Another option that some libraries take when extending dataclass is to make Dataclass a plain base class. This has a number of benefits over the decorator approach, including isinstance checking, and the ability to add methods and class attributes. You can use a plain base class thanks to __init_subclass__.
I always thought the decorator approach was chosen over base classes because dataclasses was borrowed from attrs?
For ordinary dataclasses, it would come in handy since it would allow you to properly type annotate and type check dataclasses.replace and dataclasses.fields.
I also have written functions that accept a dataclass and iterate over the fields. So I would like to annotate such a function properly and do type checking within that function. isinstance is the canonical way to check a type.
For specialized dataclass, there’s even more reason to want to check. For example, flax.struct.dataclass is a specialized dataclass used in Flax.

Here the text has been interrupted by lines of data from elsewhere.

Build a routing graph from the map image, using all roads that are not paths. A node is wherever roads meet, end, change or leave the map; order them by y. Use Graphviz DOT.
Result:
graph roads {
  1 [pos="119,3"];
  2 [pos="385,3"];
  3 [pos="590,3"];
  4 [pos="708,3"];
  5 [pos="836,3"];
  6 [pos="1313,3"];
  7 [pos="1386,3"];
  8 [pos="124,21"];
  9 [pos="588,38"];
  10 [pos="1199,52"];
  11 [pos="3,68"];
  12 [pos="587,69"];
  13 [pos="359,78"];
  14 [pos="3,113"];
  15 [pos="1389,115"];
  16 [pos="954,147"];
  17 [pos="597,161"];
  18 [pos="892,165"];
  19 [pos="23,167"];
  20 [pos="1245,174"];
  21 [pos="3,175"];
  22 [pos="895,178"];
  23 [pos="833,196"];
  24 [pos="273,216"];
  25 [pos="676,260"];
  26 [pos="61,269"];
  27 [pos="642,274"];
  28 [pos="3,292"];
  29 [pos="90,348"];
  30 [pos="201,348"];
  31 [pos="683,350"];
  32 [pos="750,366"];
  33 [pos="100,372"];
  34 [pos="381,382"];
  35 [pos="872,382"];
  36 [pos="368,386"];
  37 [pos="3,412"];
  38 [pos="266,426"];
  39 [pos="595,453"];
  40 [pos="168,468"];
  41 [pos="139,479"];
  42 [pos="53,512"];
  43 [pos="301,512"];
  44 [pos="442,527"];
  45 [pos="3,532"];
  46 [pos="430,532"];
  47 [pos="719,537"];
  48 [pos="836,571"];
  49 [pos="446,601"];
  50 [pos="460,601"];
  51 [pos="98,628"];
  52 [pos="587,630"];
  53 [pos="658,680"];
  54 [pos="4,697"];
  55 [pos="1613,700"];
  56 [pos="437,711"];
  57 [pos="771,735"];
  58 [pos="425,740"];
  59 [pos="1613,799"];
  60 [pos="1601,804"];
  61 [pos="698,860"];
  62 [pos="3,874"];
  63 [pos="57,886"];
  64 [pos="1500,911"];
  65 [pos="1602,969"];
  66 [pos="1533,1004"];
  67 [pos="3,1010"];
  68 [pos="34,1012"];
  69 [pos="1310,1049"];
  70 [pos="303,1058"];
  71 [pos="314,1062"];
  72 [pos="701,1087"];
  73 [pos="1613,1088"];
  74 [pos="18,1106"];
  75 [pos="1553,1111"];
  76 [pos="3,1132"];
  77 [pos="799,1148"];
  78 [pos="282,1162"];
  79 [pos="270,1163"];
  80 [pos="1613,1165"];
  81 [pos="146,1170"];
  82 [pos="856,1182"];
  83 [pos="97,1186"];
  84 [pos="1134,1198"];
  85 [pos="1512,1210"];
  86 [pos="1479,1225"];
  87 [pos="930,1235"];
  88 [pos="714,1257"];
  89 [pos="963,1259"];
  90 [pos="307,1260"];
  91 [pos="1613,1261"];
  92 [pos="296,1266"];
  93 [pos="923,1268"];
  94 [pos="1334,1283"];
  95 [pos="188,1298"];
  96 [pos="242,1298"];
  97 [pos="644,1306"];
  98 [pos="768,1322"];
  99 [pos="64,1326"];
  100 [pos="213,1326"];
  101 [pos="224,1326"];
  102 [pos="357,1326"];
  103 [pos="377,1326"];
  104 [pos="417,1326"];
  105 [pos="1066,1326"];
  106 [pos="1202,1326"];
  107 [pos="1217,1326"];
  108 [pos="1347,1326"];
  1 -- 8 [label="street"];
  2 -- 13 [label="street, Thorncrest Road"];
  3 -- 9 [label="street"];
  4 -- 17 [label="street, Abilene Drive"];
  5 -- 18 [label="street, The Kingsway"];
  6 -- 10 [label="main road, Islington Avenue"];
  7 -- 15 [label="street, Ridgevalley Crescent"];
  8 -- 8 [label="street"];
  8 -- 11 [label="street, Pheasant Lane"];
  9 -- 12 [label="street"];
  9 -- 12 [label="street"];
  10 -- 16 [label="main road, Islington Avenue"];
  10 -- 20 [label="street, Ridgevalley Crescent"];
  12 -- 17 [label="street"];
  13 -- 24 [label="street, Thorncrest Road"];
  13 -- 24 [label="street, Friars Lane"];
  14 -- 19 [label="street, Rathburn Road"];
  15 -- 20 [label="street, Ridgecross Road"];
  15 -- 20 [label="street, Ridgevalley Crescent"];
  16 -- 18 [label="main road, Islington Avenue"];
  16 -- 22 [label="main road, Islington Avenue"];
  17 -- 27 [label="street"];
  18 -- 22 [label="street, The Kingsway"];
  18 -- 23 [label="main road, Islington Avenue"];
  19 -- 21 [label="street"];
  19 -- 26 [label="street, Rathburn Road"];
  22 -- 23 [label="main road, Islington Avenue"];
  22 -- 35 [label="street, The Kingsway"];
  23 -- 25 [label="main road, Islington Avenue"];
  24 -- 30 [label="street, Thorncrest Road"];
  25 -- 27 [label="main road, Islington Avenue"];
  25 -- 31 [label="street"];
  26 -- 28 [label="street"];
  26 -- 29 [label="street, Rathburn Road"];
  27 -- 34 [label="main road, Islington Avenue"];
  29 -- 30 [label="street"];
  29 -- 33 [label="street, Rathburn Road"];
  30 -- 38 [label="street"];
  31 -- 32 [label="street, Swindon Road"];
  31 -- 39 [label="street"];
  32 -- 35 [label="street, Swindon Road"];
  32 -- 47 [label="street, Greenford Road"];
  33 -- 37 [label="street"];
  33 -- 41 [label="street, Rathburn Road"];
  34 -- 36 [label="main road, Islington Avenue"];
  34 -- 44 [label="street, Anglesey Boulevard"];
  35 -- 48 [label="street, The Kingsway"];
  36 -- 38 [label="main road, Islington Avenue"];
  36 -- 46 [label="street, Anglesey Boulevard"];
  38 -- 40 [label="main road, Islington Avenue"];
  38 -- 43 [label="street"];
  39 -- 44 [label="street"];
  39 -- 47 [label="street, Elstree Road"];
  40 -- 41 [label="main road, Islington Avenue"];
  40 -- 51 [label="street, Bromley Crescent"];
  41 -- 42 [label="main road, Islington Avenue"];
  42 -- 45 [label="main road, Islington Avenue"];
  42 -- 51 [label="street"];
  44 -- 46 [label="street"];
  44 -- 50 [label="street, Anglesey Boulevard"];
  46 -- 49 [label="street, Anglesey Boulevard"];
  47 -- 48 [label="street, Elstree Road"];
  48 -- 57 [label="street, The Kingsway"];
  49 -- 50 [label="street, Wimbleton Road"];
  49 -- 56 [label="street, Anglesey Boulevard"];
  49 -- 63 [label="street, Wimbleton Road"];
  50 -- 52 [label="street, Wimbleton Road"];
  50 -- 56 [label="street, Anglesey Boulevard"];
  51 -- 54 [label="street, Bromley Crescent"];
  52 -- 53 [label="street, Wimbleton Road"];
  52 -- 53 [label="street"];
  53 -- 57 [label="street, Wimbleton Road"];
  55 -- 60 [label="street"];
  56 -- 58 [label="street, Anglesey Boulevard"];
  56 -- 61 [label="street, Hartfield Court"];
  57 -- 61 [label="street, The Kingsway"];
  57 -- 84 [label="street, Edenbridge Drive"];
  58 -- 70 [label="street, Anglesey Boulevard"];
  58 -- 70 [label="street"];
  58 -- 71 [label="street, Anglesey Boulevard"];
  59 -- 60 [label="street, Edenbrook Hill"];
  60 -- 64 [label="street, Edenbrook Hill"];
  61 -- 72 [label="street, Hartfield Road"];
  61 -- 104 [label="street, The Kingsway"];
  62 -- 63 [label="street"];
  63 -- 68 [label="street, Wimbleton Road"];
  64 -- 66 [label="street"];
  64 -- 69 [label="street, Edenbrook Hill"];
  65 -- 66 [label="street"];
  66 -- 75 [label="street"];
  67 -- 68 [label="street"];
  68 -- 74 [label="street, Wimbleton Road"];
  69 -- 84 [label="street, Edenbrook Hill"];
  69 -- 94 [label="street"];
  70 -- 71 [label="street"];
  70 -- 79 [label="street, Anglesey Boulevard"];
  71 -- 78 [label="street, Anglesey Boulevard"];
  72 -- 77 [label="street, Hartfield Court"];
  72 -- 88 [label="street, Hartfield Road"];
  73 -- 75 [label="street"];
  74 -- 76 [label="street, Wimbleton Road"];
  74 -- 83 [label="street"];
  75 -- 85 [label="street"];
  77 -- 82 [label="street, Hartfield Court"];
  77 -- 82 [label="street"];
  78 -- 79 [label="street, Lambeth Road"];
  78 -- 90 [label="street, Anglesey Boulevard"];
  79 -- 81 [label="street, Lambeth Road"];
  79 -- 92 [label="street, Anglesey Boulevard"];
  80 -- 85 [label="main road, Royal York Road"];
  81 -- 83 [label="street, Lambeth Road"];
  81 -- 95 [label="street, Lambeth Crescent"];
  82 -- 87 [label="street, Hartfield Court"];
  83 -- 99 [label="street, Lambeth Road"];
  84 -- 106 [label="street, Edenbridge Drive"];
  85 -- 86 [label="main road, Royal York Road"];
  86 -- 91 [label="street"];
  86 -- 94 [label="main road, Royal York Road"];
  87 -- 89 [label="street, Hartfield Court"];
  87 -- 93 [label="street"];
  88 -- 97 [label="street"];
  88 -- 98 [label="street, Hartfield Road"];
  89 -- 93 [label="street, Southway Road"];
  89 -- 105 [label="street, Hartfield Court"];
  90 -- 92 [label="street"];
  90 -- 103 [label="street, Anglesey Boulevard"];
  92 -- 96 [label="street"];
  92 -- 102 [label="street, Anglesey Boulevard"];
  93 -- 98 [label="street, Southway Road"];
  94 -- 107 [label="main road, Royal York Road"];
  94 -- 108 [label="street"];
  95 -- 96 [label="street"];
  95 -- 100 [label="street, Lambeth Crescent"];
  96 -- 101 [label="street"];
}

Many functions only accept “PyTrees” (a concept in Jax), which is basically most scalar types and flax.struct.dataclass. So it would really help to be able to check.
Specialized dataclasses can add behavior, so I think it makes sense to want to check if an object exposes that behavior.
At the risk of straying further OT the attrs plug-in for mypy “injects” an attrs-specific dunder to attrs classes. The dunder’s protocol allows typing users to benefit from the same typing guarantees that subclassing would provide. The same I imagine would hold true for dataclasses.